Cellular uptake studies and effects of NPs on intracellular localization of PTX and NuBCP-9. (A) Upper panel. MCF-7 cells were treated with NPs encapsulated with the RhoB or Coumarin-6 dyes for 12 h. After washing, the cells were fixed and visualized by confocal microscopy (60X magnification). Lower panel. MCF-7 cells were treated with NPs encapsulated with the RhoB or Coumarin-6 dyes for 12 h and cellular uptake was quantified by FACS. (B) Upper panel. MCF-7 cells were treated with FITC-labeled NuBCP-9/NPs for 12 h. After washing, the cells were fixed and visualized by confocal microscopy (100X magnification). Mitochondria were stained with mitochondria selective Mitotracker dye. Green signal, FITC-NuBCP-9. Red signal, Mitotracker. Yellow/ orange signal, colocalization of NuBCP-9 and Mitotracker. Scatter plot graph of Pearson’s correlation coefficient (r) Lower panels. MCF-7 cells were treated with NPs encapsulated with both FITC-labeled PTX and Rho-NuBCP-9 for 12 h. After washing, the cells were fixed and visualized by confocal microscopy (100X magnification). Green signal, FITC-labeled PTX. Red signal, RhoB-labeled NuBCP-9. Yellow/orange signal, colocalization of PTX and NuBCP-9. Scatter plot graph of Pearson’s correlation coefficient (r).
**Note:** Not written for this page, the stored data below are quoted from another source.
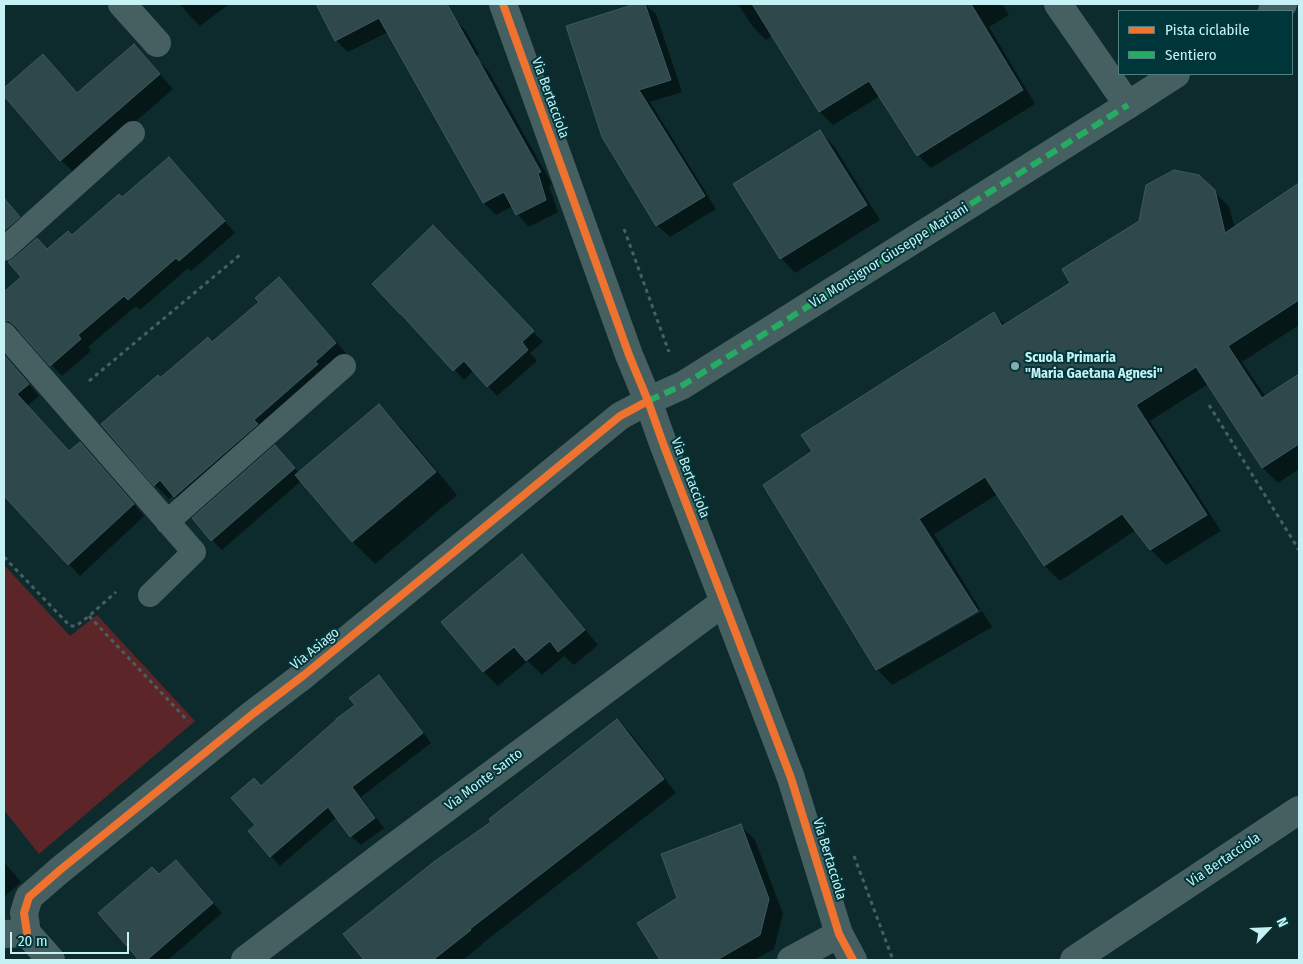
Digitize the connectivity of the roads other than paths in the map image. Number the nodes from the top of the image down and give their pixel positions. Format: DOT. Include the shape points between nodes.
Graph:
graph roads {
  1 [pos="122,4"];
  2 [pos="503,4"];
  3 [pos="1058,4"];
  4 [pos="156,44"];
  5 [pos="1174,75"];
  6 [pos="1128,105"];
  7 [pos="133,133"];
  8 [pos="4,249"];
  9 [pos="4,334"];
  10 [pos="344,366"];
  11 [pos="648,401"];
  12 [pos="167,522"];
  13 [pos="150,595"];
  14 [pos="724,602"];
  15 [pos="1299,810"];
  16 [pos="16,934"];
  17 [pos="839,934"];
  18 [pos="51,960"];
  19 [pos="246,960"];
  20 [pos="791,960"];
  21 [pos="853,960"];
  22 [pos="1074,960"];
  1 -- 4 [label="street"];
  2 -- 11 [label="street, Via Bertacciola"];
  3 -- 6 [label="street"];
  5 -- 6 [label="street, Via Monsignor Giuseppe Mariani"];
  6 -- 11 [label="street, Via Monsignor Giuseppe Mariani" via="683,385"];
  7 -- 8 [label="lane"];
  9 -- 12 [label="lane"];
  10 -- 12 [label="lane"];
  11 -- 14 [label="street, Via Bertacciola"];
  11 -- 16 [label="street, Via Asiago" via="620,416 60,870 30,897"];
  12 -- 13 [label="lane" via="194,552"];
  14 -- 17 [label="street, Via Bertacciola" via="791,778"];
  14 -- 19 [label="street, Via Monte Santo"];
  15 -- 22 [label="street, Via Bertacciola"];
  16 -- 18 [label="street"];
  17 -- 20 [label="street"];
  17 -- 21 [label="street, Via Bertacciola"];
}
To investigate effects of the NPs on survival, MCF-7 cells were exposed to NPs encapsulated with different ratios of PTX: NuBCP-9 (3:1, 1:1 and 1:3). Significant inhibition of MCF-7 cell growth was observed with the different nanoformulations (Figure 4, A). Moreover, treatment with NPs encapsulated with PTX:NuBCP-9 at a 1:1 ratio was associated with maximum growth inhibition (Figure 4, A). Similar results were obtained when treating MDA-MB-231 cells (Figure 4, B). Based on these findings, subsequent studies were performed with NPs containing PTX:NuBCP-9 at the 1:1 ratio. To determine whether PTX-NuBCP-9/NPs were more effective than physical mixture of PTX/NPs with NuBCP-9/NPs, we first determined the half-maximal growth inhibitory concentrations (IC₅₀s) for PTX/NPs and NuBCP-9/NPs. In studies with MCF-7 cells, the IC₅₀s for PTX/NPs and NuBCP-9/NPs were 43 nM and 2 µM, respectively (Figure 4, C, left; Table 2). Additionally, the IC₅₀ values for PTX/NPs and NuBCP-9/NPs in combination was decreased to 17 nM and PTX-NuBCP-9/NPs showed 1 nM (Figure 4, C, right; Table 2). Comparable results were obtained for MDA-MB-231 cells (Figure 4, D, left and right; Table 2), indicating strong activity with PTX-NuBCP-9/NPs as compared treatment with PTX/NPs or NuBCP-9/NPs alone. Although, free PTX and NuBCP-9²³ showed comparable to drug loaded in tetrablock coplymeric NPs. Thus, acting as control for dual PTX-NuBCP loaded NPs.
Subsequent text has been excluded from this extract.